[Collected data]
"""

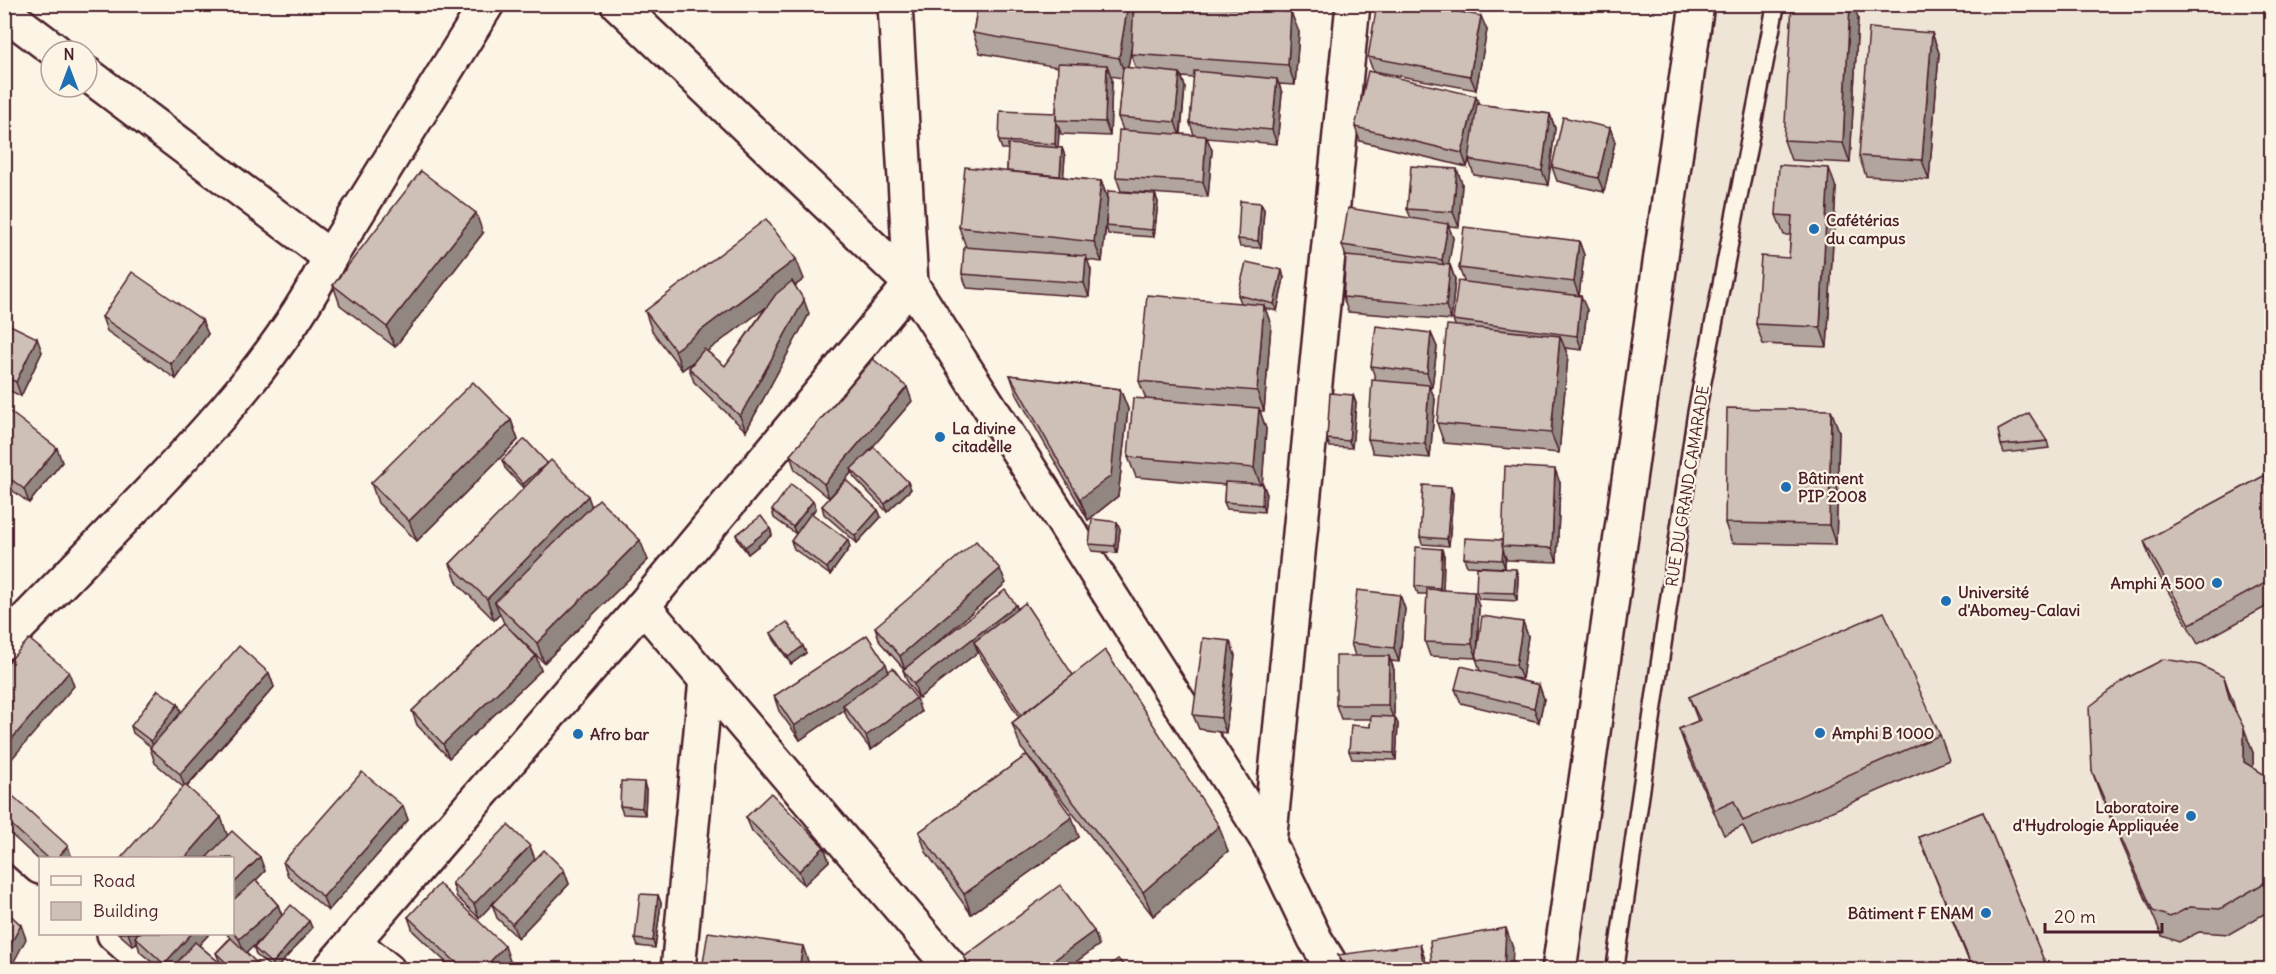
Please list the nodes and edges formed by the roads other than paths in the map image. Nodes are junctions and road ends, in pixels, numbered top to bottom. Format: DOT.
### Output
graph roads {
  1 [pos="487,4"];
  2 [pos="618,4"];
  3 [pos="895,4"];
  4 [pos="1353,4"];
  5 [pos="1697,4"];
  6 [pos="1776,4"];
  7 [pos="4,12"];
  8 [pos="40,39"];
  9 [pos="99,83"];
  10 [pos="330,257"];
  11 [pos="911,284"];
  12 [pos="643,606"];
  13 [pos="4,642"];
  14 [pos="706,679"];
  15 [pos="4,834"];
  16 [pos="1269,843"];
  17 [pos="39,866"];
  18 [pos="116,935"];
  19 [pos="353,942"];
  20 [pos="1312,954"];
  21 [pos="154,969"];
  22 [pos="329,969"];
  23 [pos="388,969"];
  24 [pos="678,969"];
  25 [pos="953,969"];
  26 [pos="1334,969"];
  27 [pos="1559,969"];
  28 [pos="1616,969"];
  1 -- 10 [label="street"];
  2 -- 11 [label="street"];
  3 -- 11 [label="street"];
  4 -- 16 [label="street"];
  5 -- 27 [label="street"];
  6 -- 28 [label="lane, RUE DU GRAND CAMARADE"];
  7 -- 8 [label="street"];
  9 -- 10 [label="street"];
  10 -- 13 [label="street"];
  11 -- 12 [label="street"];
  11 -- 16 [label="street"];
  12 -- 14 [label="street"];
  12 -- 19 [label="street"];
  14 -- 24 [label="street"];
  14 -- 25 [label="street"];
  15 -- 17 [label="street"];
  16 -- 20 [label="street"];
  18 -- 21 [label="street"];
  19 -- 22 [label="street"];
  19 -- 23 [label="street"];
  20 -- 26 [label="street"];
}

"""

TASK GOAL: Could you copy out every record exactly, minus the pictures?

TASK SOLUTION:
Please list the nodes and edges formed by the roads other than paths in the map image. Nodes are junctions and road ends, in pixels, numbered top to bottom. Format: DOT.
### Output
graph roads {
  1 [pos="487,4"];
  2 [pos="618,4"];
  3 [pos="895,4"];
  4 [pos="1353,4"];
  5 [pos="1697,4"];
  6 [pos="1776,4"];
  7 [pos="4,12"];
  8 [pos="40,39"];
  9 [pos="99,83"];
  10 [pos="330,257"];
  11 [pos="911,284"];
  12 [pos="643,606"];
  13 [pos="4,642"];
  14 [pos="706,679"];
  15 [pos="4,834"];
  16 [pos="1269,843"];
  17 [pos="39,866"];
  18 [pos="116,935"];
  19 [pos="353,942"];
  20 [pos="1312,954"];
  21 [pos="154,969"];
  22 [pos="329,969"];
  23 [pos="388,969"];
  24 [pos="678,969"];
  25 [pos="953,969"];
  26 [pos="1334,969"];
  27 [pos="1559,969"];
  28 [pos="1616,969"];
  1 -- 10 [label="street"];
  2 -- 11 [label="street"];
  3 -- 11 [label="street"];
  4 -- 16 [label="street"];
  5 -- 27 [label="street"];
  6 -- 28 [label="lane, RUE DU GRAND CAMARADE"];
  7 -- 8 [label="street"];
  9 -- 10 [label="street"];
  10 -- 13 [label="street"];
  11 -- 12 [label="street"];
  11 -- 16 [label="street"];
  12 -- 14 [label="street"];
  12 -- 19 [label="street"];
  14 -- 24 [label="street"];
  14 -- 25 [label="street"];
  15 -- 17 [label="street"];
  16 -- 20 [label="street"];
  18 -- 21 [label="street"];
  19 -- 22 [label="street"];
  19 -- 23 [label="street"];
  20 -- 26 [label="street"];
}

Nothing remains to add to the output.